:: Your instructions ::
Work out how many lines of the listing below mention the word "roads", and give only that figure.

:: Supplied records ::
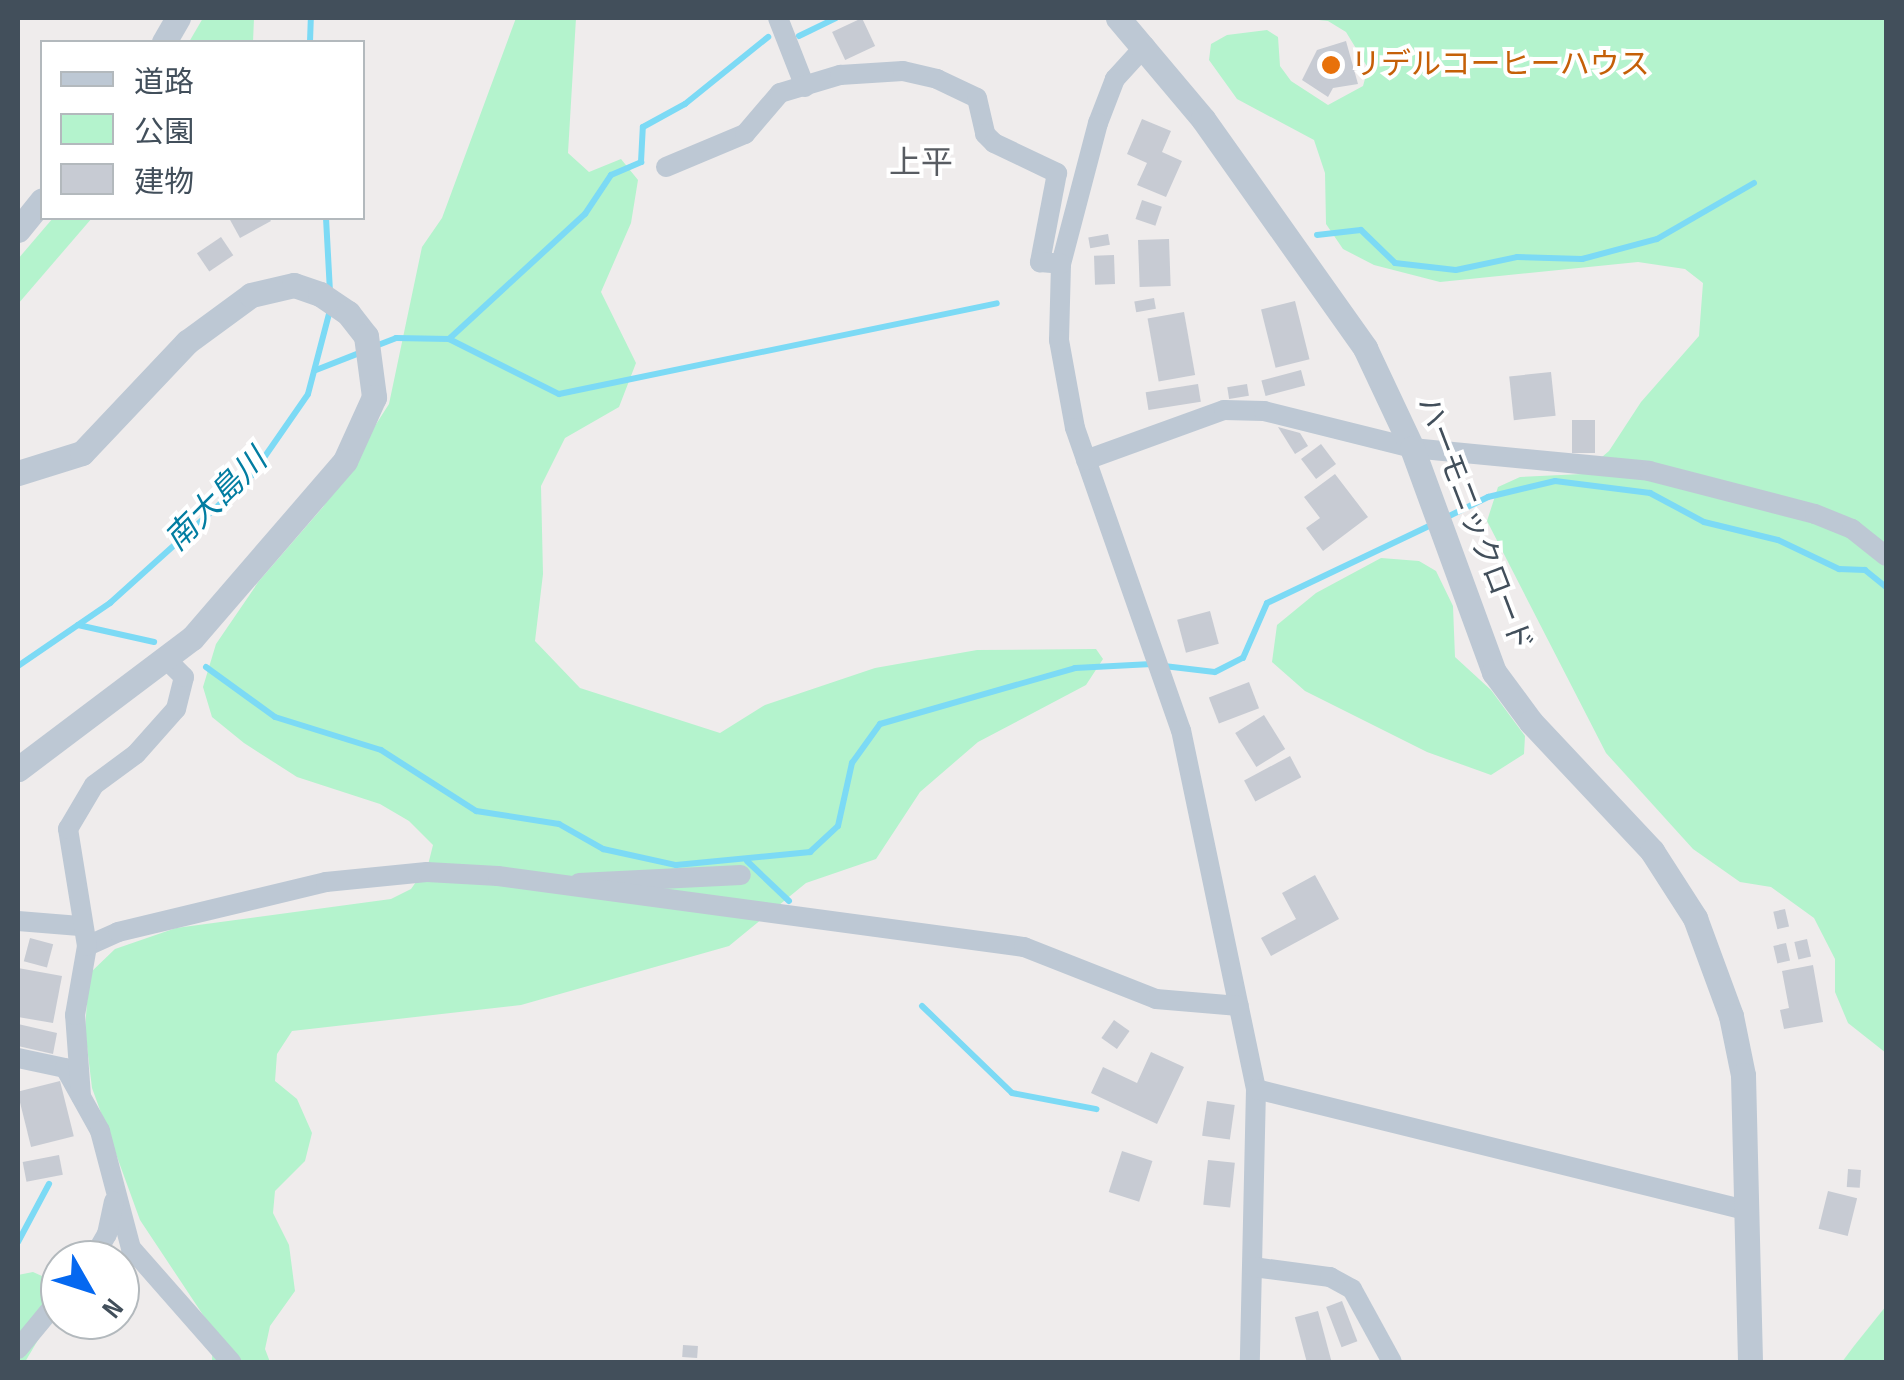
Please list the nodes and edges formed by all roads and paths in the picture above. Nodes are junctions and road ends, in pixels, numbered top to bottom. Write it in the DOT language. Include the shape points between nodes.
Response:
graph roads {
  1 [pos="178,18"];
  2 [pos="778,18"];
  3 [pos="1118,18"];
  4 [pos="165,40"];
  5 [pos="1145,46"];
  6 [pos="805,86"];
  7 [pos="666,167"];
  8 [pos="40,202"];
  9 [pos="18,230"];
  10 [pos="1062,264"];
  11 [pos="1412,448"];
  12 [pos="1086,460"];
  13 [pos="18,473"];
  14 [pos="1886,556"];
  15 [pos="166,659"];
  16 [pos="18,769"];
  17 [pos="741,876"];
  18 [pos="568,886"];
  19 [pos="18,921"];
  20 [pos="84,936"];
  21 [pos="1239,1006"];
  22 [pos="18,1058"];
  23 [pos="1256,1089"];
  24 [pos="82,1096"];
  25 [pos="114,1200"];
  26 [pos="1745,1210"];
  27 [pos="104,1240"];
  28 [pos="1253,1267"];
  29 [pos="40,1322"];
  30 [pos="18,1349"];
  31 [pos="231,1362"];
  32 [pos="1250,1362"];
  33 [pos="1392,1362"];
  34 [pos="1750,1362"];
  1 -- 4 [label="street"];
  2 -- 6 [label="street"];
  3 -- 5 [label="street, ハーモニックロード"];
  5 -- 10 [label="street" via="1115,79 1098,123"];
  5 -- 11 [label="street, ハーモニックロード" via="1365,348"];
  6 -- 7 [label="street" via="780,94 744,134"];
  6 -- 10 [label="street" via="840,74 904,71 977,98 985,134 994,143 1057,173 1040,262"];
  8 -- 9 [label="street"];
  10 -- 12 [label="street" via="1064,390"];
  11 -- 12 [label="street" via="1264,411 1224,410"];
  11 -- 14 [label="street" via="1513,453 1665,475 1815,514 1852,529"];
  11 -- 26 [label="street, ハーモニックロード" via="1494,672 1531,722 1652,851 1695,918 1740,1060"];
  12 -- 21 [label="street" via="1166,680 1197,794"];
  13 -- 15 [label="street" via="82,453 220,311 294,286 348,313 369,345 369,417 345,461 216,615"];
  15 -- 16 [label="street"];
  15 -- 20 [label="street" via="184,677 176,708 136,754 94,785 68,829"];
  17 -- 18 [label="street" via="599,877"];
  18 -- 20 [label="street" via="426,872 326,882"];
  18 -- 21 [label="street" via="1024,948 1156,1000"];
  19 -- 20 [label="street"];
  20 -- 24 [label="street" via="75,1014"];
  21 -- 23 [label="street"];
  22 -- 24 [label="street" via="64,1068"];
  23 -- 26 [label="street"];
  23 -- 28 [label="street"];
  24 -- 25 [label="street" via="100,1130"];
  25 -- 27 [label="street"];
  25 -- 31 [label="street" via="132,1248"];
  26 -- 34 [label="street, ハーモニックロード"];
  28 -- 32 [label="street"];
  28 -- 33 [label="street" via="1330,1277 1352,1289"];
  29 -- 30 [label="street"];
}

:: Task response ::
2